> _Dataset records_
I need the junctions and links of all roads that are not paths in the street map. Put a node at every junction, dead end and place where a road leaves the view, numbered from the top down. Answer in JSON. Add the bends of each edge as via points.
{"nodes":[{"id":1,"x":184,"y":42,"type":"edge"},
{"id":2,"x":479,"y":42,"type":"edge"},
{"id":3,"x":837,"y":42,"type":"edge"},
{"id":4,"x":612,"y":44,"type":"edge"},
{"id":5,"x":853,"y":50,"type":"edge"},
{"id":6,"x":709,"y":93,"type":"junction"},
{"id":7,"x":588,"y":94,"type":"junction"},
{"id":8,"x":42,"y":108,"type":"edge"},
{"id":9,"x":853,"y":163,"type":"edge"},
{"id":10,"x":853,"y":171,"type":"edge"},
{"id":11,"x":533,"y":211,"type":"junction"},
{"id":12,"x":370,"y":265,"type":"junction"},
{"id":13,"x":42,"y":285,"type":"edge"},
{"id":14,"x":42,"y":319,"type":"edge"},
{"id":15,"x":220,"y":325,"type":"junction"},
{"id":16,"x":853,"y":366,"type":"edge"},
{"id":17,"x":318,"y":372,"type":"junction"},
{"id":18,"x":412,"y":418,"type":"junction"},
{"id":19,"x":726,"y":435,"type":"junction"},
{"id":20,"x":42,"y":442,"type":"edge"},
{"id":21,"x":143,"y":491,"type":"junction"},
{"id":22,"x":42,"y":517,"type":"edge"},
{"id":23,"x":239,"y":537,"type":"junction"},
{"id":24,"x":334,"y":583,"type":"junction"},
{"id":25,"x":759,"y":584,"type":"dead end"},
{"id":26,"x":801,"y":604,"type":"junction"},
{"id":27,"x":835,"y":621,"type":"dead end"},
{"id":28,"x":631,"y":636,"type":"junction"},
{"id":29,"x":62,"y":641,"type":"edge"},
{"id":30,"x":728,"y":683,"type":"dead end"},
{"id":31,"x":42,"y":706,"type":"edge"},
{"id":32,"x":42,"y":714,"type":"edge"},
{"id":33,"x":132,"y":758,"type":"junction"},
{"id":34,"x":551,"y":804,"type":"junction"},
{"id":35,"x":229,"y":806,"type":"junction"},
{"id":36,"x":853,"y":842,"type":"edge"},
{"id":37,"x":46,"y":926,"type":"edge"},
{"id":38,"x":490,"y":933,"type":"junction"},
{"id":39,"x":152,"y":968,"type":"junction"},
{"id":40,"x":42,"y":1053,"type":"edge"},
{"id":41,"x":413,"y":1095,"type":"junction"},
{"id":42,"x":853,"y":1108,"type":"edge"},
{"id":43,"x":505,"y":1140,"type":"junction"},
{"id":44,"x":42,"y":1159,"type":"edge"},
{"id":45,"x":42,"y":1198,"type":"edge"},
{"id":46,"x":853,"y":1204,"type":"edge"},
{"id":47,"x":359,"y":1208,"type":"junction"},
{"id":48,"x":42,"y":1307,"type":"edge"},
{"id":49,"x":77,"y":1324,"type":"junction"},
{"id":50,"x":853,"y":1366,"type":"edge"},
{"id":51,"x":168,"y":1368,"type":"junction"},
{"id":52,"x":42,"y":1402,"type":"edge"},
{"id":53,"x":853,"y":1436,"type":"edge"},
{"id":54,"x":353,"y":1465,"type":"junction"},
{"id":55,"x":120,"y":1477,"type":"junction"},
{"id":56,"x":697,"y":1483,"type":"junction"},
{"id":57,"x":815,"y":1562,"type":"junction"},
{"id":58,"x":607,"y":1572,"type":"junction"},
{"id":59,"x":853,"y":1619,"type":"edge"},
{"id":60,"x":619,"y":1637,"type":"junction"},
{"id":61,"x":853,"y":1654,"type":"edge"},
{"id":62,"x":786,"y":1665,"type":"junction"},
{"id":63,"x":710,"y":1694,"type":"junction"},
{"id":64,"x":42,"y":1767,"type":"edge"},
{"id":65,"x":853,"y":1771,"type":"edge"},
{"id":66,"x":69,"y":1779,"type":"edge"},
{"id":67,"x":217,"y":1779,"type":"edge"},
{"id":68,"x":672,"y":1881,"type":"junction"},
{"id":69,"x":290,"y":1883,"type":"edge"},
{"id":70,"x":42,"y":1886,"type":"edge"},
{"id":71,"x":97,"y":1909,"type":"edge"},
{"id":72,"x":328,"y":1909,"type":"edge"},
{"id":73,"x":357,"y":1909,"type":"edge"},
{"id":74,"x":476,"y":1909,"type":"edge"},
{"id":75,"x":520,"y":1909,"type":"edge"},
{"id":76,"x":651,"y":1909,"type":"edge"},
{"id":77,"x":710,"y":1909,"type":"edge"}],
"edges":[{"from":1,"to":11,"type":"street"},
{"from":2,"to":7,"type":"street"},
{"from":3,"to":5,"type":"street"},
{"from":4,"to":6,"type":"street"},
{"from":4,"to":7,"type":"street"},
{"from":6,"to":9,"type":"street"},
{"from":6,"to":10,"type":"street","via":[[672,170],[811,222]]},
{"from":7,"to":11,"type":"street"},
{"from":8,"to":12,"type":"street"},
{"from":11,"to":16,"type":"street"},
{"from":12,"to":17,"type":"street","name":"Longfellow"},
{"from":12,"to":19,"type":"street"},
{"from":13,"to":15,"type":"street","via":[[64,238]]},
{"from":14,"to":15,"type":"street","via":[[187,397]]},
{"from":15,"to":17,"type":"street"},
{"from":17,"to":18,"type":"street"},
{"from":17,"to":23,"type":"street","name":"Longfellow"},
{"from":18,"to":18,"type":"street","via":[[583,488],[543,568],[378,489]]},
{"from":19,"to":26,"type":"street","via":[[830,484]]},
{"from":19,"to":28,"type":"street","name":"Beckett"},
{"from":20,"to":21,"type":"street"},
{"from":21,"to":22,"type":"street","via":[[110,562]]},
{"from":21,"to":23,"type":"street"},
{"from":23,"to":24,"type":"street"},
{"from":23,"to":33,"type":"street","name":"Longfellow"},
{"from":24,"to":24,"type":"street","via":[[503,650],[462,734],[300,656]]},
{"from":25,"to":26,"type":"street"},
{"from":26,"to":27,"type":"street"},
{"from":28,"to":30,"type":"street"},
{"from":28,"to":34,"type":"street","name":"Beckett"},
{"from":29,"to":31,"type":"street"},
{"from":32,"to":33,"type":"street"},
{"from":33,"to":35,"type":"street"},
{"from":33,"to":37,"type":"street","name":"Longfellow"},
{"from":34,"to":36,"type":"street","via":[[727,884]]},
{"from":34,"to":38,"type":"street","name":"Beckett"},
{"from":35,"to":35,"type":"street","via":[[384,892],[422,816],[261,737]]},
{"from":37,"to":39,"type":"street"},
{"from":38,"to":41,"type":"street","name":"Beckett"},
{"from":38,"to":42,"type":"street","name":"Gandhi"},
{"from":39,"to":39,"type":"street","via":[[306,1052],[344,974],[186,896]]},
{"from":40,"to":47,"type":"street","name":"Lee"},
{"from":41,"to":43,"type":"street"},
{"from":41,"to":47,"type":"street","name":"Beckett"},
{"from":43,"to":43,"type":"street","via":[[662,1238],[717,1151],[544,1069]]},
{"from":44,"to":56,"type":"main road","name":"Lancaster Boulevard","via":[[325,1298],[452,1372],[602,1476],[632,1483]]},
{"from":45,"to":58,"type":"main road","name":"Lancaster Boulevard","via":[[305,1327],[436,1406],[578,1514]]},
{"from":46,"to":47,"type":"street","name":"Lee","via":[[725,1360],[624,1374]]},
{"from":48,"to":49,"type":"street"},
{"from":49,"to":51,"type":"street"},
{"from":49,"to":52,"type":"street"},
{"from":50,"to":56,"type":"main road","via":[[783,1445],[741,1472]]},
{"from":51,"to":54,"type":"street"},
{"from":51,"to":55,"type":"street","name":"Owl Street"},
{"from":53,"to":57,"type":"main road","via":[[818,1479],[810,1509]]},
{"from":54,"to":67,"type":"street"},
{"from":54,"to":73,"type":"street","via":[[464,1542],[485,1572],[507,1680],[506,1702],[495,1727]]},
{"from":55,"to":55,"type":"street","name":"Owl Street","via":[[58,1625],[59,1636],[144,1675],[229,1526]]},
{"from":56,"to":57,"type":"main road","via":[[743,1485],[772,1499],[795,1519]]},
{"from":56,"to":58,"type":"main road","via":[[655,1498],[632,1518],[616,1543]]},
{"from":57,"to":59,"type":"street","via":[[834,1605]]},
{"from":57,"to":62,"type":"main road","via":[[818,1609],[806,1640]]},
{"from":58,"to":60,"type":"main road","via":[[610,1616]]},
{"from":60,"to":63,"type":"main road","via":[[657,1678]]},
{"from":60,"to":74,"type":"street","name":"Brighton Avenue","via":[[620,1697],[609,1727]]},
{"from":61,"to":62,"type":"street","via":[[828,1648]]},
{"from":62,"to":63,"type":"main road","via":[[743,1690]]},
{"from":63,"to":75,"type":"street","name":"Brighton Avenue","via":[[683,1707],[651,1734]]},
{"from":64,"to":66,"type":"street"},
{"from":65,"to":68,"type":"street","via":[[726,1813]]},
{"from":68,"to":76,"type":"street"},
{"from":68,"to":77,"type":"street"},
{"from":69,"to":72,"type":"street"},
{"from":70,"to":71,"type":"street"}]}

> _What to do_
Among the lines of the material above, find those with the word "Brighton". Copy each one.

> _Result for this exercise_
{"from":60,"to":74,"type":"street","name":"Brighton Avenue","via":[[620,1697],[609,1727]]},
{"from":63,"to":75,"type":"street","name":"Brighton Avenue","via":[[683,1707],[651,1734]]},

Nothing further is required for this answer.